■ Your instructions
When a line in the listing below contains the word "edges", return a copy of that line.

■ Data supplied

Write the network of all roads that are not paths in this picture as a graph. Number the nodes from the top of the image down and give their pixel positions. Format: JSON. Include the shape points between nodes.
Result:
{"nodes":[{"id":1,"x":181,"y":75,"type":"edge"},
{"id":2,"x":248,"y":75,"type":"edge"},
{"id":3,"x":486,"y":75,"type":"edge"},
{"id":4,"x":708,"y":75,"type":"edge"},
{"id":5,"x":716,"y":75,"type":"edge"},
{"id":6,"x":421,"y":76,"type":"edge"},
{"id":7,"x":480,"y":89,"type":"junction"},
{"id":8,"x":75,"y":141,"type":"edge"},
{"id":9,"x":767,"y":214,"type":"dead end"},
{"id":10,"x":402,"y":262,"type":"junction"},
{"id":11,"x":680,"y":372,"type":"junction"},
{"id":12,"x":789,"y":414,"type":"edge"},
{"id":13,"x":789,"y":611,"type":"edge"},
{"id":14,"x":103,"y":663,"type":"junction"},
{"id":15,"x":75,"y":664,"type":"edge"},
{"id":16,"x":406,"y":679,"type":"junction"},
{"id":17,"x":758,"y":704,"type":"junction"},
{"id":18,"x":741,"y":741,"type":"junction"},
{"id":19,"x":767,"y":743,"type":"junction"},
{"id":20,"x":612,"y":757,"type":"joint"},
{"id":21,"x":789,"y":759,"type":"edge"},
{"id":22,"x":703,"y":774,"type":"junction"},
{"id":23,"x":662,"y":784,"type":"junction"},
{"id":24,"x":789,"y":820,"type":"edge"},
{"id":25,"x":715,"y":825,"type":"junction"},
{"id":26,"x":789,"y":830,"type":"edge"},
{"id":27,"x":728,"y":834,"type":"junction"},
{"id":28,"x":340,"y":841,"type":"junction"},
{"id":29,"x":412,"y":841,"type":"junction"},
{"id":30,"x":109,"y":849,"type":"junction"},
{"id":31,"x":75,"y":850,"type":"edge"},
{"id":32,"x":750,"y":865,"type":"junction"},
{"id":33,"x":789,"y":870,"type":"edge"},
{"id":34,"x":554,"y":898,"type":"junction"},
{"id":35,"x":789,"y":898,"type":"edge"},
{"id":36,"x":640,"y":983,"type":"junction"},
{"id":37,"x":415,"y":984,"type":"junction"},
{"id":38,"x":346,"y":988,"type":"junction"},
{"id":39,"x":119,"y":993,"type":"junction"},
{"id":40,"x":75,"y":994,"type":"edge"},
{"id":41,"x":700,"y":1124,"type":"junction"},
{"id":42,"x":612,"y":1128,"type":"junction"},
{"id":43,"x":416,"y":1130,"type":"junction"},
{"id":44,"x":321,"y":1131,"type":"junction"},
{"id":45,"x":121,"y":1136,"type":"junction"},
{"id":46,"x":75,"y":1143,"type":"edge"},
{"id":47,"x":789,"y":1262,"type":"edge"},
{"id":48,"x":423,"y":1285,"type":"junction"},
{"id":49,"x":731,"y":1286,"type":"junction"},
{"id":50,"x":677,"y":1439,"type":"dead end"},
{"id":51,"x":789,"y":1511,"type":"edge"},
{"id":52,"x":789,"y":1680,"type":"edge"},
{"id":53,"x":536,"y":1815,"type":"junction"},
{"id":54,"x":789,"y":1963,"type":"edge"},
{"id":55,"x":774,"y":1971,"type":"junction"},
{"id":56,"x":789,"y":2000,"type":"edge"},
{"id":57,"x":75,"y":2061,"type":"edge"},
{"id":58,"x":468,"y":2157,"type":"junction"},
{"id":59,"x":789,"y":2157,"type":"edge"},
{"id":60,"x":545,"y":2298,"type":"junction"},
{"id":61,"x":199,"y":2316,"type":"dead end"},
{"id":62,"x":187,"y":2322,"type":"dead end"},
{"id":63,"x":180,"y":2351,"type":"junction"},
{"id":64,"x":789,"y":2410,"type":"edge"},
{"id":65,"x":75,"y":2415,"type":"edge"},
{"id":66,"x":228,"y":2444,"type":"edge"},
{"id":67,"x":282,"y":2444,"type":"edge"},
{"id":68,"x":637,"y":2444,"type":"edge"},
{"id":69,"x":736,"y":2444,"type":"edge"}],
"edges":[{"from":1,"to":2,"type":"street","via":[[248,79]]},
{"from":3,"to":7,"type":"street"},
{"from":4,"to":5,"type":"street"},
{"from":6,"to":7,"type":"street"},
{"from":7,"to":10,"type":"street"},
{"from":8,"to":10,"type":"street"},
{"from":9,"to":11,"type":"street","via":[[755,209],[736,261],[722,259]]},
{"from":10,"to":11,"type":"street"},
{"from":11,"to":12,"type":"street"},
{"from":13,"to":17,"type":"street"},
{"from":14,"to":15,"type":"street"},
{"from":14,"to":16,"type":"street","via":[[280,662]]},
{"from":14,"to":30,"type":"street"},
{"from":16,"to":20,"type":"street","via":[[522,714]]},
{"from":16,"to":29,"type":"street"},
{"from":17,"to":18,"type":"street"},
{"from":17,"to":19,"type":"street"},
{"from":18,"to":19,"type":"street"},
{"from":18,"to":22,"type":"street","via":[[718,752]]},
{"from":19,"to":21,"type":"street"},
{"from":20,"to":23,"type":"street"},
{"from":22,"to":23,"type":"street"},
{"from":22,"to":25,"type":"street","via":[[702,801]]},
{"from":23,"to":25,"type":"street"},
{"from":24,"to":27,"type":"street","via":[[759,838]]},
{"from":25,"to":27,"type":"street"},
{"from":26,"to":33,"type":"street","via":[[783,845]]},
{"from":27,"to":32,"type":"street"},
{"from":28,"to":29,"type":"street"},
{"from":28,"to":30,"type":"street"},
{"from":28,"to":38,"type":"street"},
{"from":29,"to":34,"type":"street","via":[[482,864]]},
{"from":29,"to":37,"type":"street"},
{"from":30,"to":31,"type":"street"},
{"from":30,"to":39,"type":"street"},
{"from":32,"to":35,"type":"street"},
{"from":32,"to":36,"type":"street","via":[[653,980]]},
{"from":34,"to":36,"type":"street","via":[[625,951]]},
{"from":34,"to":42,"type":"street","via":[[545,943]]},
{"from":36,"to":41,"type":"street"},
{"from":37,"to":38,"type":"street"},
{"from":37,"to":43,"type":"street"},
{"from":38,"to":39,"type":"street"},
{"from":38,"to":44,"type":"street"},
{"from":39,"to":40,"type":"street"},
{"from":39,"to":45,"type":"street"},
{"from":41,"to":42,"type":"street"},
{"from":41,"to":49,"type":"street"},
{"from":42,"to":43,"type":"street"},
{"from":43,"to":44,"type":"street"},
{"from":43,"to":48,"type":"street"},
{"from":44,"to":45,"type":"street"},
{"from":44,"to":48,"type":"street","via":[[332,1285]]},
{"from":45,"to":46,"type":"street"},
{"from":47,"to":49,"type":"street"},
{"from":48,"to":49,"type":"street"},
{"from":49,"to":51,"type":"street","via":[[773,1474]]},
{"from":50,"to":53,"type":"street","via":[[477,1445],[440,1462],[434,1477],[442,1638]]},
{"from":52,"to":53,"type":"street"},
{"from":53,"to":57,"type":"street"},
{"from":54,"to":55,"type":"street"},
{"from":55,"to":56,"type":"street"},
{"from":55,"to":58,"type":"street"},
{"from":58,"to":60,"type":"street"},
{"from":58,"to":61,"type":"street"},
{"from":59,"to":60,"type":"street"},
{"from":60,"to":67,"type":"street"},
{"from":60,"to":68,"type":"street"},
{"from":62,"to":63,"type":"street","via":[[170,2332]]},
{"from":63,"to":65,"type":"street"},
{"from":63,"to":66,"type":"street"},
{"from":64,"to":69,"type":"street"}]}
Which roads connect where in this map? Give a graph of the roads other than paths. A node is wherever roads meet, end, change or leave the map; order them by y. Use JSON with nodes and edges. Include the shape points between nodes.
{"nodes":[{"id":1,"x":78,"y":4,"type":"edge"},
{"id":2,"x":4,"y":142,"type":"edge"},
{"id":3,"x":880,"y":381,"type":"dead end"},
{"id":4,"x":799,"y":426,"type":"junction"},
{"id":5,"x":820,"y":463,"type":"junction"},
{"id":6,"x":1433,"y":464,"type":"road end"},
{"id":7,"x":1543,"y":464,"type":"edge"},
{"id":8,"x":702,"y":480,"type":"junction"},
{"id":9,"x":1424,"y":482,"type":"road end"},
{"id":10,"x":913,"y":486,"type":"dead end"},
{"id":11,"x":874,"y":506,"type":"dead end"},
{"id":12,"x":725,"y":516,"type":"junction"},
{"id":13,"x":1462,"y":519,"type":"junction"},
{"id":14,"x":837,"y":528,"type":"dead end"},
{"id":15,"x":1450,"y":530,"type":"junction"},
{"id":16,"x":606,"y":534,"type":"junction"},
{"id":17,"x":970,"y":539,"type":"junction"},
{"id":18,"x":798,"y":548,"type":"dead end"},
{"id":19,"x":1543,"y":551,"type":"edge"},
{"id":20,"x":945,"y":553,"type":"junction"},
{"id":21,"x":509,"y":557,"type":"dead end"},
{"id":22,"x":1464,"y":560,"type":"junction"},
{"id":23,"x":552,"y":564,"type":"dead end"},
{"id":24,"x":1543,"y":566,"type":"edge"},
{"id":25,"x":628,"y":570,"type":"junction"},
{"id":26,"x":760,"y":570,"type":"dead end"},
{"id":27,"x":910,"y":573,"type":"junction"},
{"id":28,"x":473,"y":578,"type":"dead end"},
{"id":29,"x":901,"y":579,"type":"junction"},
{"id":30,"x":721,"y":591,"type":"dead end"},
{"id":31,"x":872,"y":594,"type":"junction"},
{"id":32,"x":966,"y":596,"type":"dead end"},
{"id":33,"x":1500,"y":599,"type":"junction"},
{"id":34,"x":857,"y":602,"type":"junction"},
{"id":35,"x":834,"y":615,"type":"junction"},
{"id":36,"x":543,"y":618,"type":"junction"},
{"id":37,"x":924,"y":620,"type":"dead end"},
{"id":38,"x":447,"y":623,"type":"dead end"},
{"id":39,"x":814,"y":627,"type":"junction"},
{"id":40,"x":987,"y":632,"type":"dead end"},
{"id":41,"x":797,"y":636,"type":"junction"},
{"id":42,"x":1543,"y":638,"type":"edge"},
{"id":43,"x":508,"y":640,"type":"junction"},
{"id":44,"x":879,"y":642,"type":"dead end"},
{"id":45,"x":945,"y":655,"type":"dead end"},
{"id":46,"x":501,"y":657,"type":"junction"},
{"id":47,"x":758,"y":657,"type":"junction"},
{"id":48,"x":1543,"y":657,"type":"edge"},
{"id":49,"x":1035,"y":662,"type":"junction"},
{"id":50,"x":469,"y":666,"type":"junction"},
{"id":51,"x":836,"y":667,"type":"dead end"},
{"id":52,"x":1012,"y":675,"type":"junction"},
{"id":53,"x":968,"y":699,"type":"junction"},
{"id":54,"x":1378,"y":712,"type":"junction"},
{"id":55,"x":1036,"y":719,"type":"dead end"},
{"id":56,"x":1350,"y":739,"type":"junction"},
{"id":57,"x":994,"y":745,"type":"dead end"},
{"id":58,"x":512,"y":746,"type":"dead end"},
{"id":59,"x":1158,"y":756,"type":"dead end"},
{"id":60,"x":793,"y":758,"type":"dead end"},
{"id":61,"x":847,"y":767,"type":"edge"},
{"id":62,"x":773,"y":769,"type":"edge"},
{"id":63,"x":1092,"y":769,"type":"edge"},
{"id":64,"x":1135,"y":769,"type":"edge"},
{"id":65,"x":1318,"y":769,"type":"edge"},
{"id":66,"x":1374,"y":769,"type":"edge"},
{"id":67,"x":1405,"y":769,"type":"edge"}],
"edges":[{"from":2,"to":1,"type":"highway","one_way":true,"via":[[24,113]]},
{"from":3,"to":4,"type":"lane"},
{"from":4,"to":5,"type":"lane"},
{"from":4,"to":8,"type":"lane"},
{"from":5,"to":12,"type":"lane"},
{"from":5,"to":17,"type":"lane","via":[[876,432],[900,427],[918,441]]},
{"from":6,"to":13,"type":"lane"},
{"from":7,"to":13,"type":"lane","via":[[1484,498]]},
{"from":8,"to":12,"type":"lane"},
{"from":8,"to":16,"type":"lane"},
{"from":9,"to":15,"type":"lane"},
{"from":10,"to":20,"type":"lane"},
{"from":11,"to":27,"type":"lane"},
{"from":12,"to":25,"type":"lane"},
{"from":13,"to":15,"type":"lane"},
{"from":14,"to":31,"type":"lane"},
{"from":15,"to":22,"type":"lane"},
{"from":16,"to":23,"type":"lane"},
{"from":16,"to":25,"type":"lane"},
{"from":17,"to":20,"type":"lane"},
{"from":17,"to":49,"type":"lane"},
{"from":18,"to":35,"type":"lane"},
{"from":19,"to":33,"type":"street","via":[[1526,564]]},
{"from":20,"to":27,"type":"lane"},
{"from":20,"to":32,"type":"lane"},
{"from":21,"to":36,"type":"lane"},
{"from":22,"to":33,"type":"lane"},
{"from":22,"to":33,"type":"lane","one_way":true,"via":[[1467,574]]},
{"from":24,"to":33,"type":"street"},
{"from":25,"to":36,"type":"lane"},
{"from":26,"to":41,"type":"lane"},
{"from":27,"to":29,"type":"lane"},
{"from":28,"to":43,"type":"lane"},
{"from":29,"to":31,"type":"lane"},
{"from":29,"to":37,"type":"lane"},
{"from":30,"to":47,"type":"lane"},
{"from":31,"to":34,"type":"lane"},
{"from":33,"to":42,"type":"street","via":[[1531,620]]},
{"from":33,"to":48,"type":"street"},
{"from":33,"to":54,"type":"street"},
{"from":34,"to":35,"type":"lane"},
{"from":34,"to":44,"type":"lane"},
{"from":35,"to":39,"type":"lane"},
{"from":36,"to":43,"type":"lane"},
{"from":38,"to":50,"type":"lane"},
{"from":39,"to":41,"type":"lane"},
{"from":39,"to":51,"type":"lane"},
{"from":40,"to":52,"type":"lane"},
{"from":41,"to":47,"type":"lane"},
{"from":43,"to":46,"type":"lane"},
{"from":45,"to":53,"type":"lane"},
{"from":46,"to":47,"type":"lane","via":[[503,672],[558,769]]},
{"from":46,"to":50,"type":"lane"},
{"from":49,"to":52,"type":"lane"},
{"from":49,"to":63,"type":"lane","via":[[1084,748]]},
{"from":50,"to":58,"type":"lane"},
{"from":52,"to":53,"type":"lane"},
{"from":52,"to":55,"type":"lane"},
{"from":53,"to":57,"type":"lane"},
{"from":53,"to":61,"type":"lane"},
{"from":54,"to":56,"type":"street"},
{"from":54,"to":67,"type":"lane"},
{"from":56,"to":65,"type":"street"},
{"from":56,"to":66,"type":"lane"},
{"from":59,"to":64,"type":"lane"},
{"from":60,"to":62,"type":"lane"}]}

■ Solution to this problem
"edges":[{"from":1,"to":2,"type":"street","via":[[248,79]]},
Which roads connect where in this map? Give a graph of the roads other than paths. A node is wherever roads meet, end, change or leave the map; order them by y. Use JSON with nodes and edges. Include the shape points between nodes.
"edges":[{"from":2,"to":1,"type":"highway","one_way":true,"via":[[24,113]]},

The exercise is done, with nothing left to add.